Hench drove away rather bewildered. "The boy is mad," he said. But the boy was not.
CHAPTER VI
SEEKING TROUBLE
It was for two reasons that Hench left The Home of the Muses and vanished--so far as the paying guests were concerned--into the unknown. In the first place, he wished to render Zara's position more easy; in the second he desired to have nothing more to do with Madame Alpenny; and also there was a third and less important reason, which had to do with Cuthbert Spruce. While Owain drove westward in the taxi, he amused himself by surveying his position.
With regard to the girl, Hench was beginning to grasp the fact that he really did not love her, or he would have been more moved by her frank confession of love for Bracken. What she had said was quite true, as he now acknowledged.

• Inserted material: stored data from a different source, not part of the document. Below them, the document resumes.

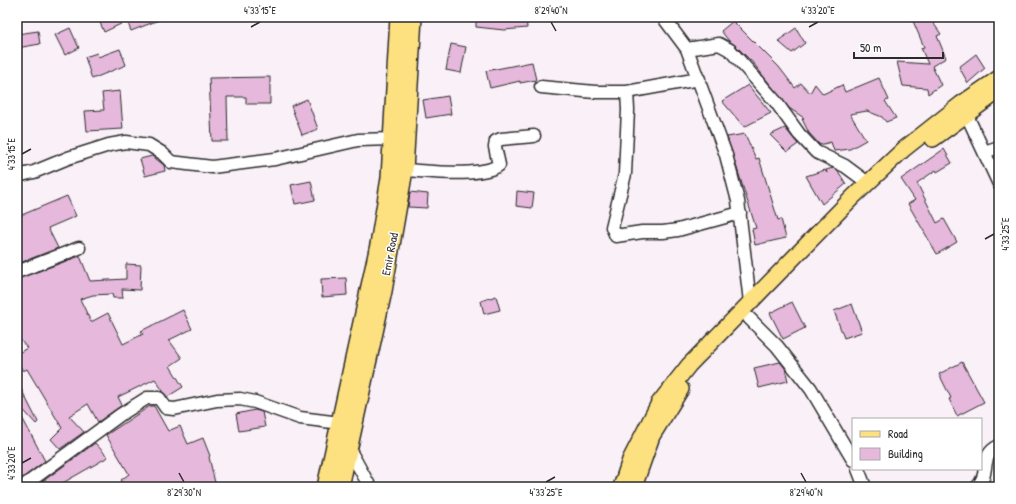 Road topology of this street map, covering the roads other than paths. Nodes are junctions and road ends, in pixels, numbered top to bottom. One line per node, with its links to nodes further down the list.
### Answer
1 (398, 17): 12 (highway, Emir Road)
2 (413, 17): 15 (highway, Emir Road)
3 (663, 17): 4 (street)
4 (687, 49): 6 (street); 17 (street)
5 (999, 78): 10 (main road)
6 (699, 79): 9 (street); 19 (street)
7 (541, 87): 9 (street)
8 (999, 90): 10 (main road)
9 (627, 92): 19 (street)
10 (964, 109): 14 (street); 17 (main road); 23 (main road)
11 (534, 136): 15 (street)
12 (393, 139): 16 (street); 24 (highway, Emir Road)
13 (999, 147): 14 (street)
14 (984, 152): 18 (street)
15 (404, 170): 26 (highway, Emir Road)
16 (17, 176)
17 (868, 183): 22 (main road)
18 (999, 184)
19 (740, 213): 22 (street)
20 (79, 248): 21 (street)
21 (17, 272)
22 (750, 302): 33 (main road)
23 (749, 318): 27 (street); 34 (main road)
24 (340, 423): 29 (street); 30 (highway, Emir Road)
25 (999, 446): 36 (street)
26 (348, 447): 31 (highway, Emir Road); 32 (street)
27 (852, 458)
28 (858, 470): 35 (street)
29 (22, 487)
30 (326, 487)
31 (340, 487)
32 (370, 487)
33 (621, 487)
34 (634, 487)
35 (865, 487)
36 (977, 487)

He admired her, and being lonely, wished for a companion, so as to make a centre in life round which he could revolve. It was an odd comparison but a very true one. Any other woman, handsome, kind-hearted and affectionate, would have done as well as Zara to bring about the desired end, and Owain confessed to himself that to propose such a business-like scheme to a girl was rather a cold-blooded way of looking at love. She was--he confessed this also--quite right to refuse him, and to accept the offer of a man who adored her. This being the case, Hench decided that it only remained for him to go away, since his presence would more or less embarrass her, in spite of the brother-and-sister compact. Finally, being very human, Owain felt that it was impossible to stay, and witnessing Bracken triumphing where he had failed. On the whole, therefore, he was well pleased to escape from Bethnal Green, and his feelings suffered very little from the exile.
The second reason, which had Madame Alpenny for its excuse, was also connected more or less indirectly with Zara's refusal. Since the idea of money coming to him had occurred to the Hungarian lady, she had been more amiably disposed towards Hench with regard to his half-hearted wooing of her daughter. Yet, as she was still uncertain that Owain would be rich, she had not--according to the slang phrase--forced the pace. But if fancy became fact and the mysterious papers really did place him in possession of a fortune, Hench felt tolerably convinced that Madame Alpenny would worry him and worry Zara until she brought about the marriage. Under the circumstances this was not to be thought of, as apart from the fact of his readjusted relations with the girl, Madame Alpenny was by no means desirable as a mother-in-law. She was poor, inquisitive, scheming and decidedly dangerous; always on the alert to make what she could out of others, and--as Hench believed--unscrupulous in her methods of gaining what she desired. Already he had told her more about his private affairs than was altogether wise, more or less against his will, as it would seem, since she had wormed her way into his confidence with remarkable dexterity. It struck him forcibly that he was wise to avoid her by leaving the boarding-house, and he congratulated himself on his promptitude in dealing with the situation. And as he had done so judiciously, it was unlikely that Madame Alpenny would ever trouble him again.